Jan. 2011 to June 2011 = Fraud Street gang will take Dow upto 13,500

June 2011 = FED will stop POMO's and Dow comes back to 10,000 -11,000 level

Sept - October 2011 = FED again comes back with QE3, higher POMO's

Nov - Dec. 2011 = Fraud Street gang again jacks up the Casino to 13,500 and gets yearly bonus in billions

Main Street ( 98% slaves) will get food stamps

RobotTrader's picture

AIG up to new highs again pre-market.

Gold stocks obliterated, all the dip buying monkeys are being sent to the slaughterhouse.

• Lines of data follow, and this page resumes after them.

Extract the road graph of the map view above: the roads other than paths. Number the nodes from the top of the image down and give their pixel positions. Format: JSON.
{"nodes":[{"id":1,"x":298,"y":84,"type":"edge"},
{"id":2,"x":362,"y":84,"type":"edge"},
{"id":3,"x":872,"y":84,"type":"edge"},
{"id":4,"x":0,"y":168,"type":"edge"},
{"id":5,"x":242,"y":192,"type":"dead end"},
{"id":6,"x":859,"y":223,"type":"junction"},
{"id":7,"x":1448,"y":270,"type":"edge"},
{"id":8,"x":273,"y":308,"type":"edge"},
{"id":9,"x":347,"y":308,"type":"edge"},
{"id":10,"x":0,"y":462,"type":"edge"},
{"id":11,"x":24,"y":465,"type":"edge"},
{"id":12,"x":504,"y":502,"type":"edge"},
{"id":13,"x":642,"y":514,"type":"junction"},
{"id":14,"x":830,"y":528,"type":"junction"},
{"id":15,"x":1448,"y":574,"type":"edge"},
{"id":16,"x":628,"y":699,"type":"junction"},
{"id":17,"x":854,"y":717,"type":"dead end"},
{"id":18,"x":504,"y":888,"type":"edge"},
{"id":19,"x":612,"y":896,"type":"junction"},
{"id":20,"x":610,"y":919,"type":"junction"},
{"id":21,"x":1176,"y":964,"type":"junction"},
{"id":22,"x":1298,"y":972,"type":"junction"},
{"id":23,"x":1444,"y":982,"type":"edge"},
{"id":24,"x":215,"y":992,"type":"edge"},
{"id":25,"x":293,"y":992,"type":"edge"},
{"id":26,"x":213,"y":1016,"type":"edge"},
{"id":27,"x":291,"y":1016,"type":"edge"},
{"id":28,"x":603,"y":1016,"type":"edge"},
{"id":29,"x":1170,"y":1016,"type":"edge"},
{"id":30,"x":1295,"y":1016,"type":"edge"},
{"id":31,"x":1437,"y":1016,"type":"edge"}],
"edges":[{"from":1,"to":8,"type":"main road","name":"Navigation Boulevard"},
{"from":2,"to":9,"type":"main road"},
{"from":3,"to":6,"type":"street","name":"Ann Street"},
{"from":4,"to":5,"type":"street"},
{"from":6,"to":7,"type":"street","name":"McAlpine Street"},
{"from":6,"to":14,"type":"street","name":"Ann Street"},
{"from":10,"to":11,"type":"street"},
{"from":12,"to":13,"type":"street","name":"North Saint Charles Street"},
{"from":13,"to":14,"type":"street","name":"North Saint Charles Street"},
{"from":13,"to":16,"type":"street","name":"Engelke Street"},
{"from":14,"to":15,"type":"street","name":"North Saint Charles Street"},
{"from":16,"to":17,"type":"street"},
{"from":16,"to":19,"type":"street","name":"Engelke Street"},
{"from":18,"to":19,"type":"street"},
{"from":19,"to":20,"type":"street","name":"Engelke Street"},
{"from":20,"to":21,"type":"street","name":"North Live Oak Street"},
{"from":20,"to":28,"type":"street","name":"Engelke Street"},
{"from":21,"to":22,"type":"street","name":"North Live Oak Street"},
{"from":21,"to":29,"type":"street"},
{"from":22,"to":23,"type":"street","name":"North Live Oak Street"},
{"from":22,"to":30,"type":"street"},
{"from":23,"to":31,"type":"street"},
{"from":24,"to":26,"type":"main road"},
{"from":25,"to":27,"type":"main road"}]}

Looks like we are seeing some rotation into the Homebuilders, KBH up big pre-market.

bobert's picture

You've a skin of teflon to post like that here.....

unununium's picture

A man will do very disagreeable things when paid to do them.

ElvisDog's picture

Umm, as of 8:33 PST, gold prices are up a few dollars. We must have different definitions of "obliteration"

onlymyopinion's picture

My target for new ATH's on the SnP's is EOY2012.  I guess GS knows a bit more than me--LOL.  Must remind myself to buy more dips.

RobotTrader's picture

Futures dropped on the news.

But BAC only down a paltry 2 cents and AIG is up $1.60

bobert's picture

Yeah, but where is your moral compass? Can you really suggest owning

BAC and AIG???

goldmiddelfinger's picture

Is this the same nitwit calling for a 588,000 payroll gain for December?

Robslob's picture

September 2010...yup...inverse world now makes sense:


Goldman Releases Most Bearish 2011 Outlook Presentation Yet, Sees S&P In 725-800 Range In QE2 Case

Goldman’s Investment Strategy Group has just circulated the most bearish 2011 outlook presentation, detailing why the US economy in 2011 will likely stall and post negative growth. As the chart below demonstrates, the current case, where ongoing QE will likely persist through 2011 and even into 2012, and thus make any discussion of raising rates irrelevant (likely forever, as the Fed will not be able to absorb all the excess slack before it is forcefully removed after 2-3 sequential dollar devaluations) lead Goldman to a GDP expectation of well under half of the Fed’s greenshooty outlook of 3%.

jus_lite_reading's picture

Goldman indeed has the worst analysts in the world but I appreciate the effort. If his conslusion is that inflation is the driving force, he's got my vote. If not, get lost.